Sticks and Stones

Sticks and stones may break my bones but words will never hurt me.

Pretty much everyone knows that words really do hurt. Just a few days ago, my son found out for himself.

We’ve been teaching him how to make friends. Everyday when we pick him up from school we ask him, “Did you make any friends today.” He usually tells us that he did.

“What are their names?”

“I don’t know.”

Some friends.

Wednesday afternoon was different. Wednesday afternoon he played by himself at recess. Right after finding out just how painful words can be.

He took our advice on making friends and approached a kid in his class with a simple question.

“Hey, what are you playing?”

“Cars. Now get out of my face!”

My son was devastated. No one has ever said, “Get out of my face” to my son. Well, except for that time when we had Eminem over for dinner but that was a completely different situation.

My protective instincts started to kick in. I wanted to fix the situation. More specifically, I wanted to fix the Get Out Of My Face Kid. I’m very familiar with the hurtful power of words. I know what it’s like to be made fun of for being the smallest kid. I know the heartache of having someone make fun of me because my face has been overtaken by acne. I know rejection.

Words have hurt me before. And I didn’t want them to hurt my son.

But then I remembered that sometimes hurtful words, in the long run, can be pretty helpful.

Since I’ve been a pastor, there have been a few hurtful names and phrases cast in my direction. Here’s a sample.

“Pharisee.”

“Pope.”

“It’s people like you who are ruining this country.”

“Sexist.”

“Close-minded.”

“Ignorant.”

And that’s just from the kids in the nursery.

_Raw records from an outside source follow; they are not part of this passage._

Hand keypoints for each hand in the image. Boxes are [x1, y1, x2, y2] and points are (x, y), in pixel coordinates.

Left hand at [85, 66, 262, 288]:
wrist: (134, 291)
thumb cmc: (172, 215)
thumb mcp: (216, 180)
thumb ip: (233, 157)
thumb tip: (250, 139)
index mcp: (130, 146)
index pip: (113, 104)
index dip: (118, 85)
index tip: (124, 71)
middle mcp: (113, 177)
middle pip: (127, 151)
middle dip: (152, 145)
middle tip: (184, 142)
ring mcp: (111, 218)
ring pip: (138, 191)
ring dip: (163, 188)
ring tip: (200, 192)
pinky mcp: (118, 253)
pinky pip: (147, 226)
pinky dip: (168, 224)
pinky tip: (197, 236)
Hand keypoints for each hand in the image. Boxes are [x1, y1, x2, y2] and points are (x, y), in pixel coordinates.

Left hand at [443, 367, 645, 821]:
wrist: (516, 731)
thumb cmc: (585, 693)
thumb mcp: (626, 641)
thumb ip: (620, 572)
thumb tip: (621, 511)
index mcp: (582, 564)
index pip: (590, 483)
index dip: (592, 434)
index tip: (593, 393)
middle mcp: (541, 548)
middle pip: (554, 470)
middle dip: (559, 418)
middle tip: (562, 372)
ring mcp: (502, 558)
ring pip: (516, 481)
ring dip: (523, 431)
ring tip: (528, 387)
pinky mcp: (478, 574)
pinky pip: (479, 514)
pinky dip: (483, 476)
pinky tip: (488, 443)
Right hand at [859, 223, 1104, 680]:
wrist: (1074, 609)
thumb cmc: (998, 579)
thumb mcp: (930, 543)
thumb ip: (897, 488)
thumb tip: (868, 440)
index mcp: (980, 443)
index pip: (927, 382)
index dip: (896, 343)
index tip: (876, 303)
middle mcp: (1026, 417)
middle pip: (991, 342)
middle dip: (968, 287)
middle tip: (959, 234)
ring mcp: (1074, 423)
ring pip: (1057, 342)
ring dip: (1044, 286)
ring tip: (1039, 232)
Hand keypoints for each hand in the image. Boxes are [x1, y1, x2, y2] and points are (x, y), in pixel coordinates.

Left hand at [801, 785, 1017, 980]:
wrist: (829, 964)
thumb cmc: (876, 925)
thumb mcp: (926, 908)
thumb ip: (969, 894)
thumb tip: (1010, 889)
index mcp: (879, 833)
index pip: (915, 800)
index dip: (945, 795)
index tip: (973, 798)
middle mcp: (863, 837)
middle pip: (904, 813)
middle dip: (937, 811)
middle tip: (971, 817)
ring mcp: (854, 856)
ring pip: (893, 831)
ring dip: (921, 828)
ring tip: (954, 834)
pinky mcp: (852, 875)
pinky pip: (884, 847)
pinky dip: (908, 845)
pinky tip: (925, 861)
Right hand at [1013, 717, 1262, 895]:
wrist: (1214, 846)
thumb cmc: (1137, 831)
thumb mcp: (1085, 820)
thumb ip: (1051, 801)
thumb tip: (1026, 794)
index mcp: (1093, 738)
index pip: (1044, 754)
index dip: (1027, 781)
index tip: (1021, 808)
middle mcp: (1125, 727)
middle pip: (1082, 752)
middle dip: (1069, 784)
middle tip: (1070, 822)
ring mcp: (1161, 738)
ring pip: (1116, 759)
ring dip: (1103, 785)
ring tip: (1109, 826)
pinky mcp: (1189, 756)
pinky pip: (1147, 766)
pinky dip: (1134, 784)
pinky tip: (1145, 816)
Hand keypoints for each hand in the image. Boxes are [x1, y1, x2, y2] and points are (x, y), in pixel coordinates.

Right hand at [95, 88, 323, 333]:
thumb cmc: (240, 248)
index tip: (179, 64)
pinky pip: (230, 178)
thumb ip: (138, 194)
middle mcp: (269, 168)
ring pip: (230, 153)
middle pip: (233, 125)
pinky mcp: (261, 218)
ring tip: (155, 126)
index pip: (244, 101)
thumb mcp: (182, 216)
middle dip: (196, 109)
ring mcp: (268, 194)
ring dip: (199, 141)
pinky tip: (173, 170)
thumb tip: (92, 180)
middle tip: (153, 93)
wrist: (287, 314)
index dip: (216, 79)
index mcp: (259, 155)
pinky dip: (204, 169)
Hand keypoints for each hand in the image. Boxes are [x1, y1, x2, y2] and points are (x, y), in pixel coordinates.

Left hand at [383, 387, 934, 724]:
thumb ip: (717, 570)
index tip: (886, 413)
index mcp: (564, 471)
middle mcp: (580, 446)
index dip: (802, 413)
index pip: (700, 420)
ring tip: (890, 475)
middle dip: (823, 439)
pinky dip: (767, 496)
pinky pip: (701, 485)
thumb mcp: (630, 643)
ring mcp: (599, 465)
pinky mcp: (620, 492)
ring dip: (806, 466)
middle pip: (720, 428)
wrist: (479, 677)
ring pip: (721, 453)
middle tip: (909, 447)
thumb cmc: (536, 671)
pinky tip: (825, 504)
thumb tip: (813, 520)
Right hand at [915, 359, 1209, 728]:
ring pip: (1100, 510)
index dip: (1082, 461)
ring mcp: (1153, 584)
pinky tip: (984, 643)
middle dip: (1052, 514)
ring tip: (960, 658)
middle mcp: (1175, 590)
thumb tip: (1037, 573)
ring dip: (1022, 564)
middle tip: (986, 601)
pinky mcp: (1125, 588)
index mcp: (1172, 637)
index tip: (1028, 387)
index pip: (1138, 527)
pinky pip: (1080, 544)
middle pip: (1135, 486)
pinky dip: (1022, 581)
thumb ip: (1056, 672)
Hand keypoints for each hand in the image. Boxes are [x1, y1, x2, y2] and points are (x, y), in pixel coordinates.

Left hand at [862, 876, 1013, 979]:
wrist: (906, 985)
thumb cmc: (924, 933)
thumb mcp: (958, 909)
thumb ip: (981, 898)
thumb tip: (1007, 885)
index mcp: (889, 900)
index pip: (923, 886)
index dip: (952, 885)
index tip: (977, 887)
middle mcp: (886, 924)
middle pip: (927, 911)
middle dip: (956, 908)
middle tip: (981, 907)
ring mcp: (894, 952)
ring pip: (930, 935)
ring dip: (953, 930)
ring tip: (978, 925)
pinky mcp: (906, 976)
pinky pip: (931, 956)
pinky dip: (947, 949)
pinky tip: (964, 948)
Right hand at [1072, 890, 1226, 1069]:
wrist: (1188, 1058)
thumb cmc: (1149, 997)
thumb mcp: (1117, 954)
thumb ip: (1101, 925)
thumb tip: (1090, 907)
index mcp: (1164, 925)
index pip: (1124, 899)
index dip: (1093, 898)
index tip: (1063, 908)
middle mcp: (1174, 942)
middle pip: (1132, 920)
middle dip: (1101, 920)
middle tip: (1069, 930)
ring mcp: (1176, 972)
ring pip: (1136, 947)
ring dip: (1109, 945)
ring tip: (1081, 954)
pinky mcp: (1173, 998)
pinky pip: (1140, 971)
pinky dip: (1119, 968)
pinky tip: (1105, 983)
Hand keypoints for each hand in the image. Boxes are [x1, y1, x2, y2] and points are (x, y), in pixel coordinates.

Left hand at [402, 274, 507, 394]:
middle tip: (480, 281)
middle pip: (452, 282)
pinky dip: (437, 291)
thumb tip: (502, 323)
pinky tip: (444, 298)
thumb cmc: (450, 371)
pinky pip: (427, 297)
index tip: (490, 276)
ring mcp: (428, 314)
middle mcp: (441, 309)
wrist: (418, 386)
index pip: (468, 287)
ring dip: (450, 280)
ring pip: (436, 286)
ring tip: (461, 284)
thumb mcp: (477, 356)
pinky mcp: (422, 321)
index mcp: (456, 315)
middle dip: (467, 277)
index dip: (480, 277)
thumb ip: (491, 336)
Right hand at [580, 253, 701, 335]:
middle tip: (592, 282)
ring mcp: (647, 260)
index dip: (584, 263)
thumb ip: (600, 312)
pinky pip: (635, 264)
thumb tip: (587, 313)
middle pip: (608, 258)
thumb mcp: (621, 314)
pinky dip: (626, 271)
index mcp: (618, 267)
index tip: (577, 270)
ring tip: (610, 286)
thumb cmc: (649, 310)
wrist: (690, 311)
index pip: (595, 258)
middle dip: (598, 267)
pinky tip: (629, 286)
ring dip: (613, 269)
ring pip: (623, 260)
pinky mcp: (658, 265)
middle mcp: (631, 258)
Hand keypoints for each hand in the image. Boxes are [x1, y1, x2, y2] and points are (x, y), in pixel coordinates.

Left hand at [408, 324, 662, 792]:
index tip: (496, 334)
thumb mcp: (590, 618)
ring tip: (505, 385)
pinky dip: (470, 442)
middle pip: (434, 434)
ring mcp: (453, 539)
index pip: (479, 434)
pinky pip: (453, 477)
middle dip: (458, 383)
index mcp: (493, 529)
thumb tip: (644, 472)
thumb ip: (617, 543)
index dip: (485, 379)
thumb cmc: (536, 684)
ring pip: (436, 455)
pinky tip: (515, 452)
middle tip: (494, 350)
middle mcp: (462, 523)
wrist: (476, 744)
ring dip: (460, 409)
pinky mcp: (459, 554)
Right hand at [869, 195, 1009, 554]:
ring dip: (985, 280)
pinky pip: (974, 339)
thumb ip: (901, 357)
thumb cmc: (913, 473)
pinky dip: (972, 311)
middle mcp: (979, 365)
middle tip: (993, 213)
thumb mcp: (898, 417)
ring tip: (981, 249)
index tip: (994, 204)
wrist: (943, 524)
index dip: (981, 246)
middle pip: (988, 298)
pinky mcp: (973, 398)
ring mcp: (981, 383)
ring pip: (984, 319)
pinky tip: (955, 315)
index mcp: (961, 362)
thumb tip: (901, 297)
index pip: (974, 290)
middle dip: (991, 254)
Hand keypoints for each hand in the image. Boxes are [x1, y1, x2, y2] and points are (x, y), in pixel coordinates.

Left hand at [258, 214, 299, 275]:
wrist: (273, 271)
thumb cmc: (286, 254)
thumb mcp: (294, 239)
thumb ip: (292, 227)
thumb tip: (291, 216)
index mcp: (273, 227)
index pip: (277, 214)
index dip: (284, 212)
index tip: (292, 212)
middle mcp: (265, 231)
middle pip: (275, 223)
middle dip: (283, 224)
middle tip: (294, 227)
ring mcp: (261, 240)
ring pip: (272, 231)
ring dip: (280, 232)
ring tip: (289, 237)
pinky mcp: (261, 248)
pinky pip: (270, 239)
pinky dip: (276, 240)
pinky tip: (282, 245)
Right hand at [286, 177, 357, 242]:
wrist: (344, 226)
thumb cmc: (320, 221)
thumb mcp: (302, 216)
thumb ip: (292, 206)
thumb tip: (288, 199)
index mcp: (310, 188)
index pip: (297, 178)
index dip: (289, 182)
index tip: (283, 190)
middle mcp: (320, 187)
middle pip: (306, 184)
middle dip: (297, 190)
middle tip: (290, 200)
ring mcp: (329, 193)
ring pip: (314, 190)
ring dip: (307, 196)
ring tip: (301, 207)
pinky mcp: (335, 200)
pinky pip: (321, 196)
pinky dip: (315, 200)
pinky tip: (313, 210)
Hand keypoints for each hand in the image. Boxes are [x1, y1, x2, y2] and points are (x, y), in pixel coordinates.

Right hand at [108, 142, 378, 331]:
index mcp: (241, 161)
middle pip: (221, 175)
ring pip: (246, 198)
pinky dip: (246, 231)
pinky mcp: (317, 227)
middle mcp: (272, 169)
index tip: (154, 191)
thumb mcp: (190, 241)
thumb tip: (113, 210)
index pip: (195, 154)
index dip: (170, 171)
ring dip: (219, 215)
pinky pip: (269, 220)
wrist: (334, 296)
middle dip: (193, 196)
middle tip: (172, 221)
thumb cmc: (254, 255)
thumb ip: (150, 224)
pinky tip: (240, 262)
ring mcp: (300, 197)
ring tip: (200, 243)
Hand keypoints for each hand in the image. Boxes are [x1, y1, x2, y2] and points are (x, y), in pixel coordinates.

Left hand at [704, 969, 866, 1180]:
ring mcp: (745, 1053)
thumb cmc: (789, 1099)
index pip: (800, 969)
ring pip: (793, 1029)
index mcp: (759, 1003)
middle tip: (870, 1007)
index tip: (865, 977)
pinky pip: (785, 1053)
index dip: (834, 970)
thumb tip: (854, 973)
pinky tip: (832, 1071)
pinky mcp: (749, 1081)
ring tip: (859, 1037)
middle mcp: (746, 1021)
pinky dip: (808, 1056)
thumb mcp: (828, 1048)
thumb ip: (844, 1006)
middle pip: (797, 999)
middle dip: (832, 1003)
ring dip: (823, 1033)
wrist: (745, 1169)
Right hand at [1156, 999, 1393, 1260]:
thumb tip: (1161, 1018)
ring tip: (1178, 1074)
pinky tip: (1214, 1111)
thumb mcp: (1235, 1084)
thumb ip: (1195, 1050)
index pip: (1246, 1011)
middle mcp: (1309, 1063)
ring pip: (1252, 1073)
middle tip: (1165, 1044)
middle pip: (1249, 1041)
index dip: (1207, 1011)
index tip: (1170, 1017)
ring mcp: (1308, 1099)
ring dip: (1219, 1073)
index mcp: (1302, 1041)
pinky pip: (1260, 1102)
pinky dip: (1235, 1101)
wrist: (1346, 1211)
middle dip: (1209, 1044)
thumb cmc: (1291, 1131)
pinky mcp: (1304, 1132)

Actually, most of those comments are the result of trying to engage people with the gospel. And they’re nothing new. When Paul told us to expect persecution, he wasn’t just talking about being hit with rocks and steel rods (2 Timothy 3:12). He was talking about words too.

When I was a kid, I hated getting made fun of and bullied. Now, I can look back on it as practice. Practice for a life of sharing the gospel with people who may not like what the gospel says.

So I’m kind of glad that some kid yelled at my son the other day. It turned into one of those teachable moments. I got to tell him that doing anything worthwhile, anything significant, would come with criticism and rejection. Even if that worthwhile and significant something was just simply trying to make a new friend.

I’m trying to teach both of my sons to take the Bible seriously. Every night I lay a hand on them and pray that they will love and obey Jesus, love others and care for the lost and hurting. Those things sound simple enough but they usually come with a fair amount of persecution. Remember, Stephen was put to death just for serving tables and preaching a sermon about Jesus (Acts 6:1-7:60).

“Get out of my face!”

My son took that kid’s advice and walked away silently. Downhearted but alive. And ready to try it again the next day. Just like I was, he’s being prepared for a life of gospel devotion.

Sticks and stones hurt. Words do too.

But if we are to be serious about following Jesus we must be prepared to respond to painful words, and even painful sticks and stones, with love and perseverance.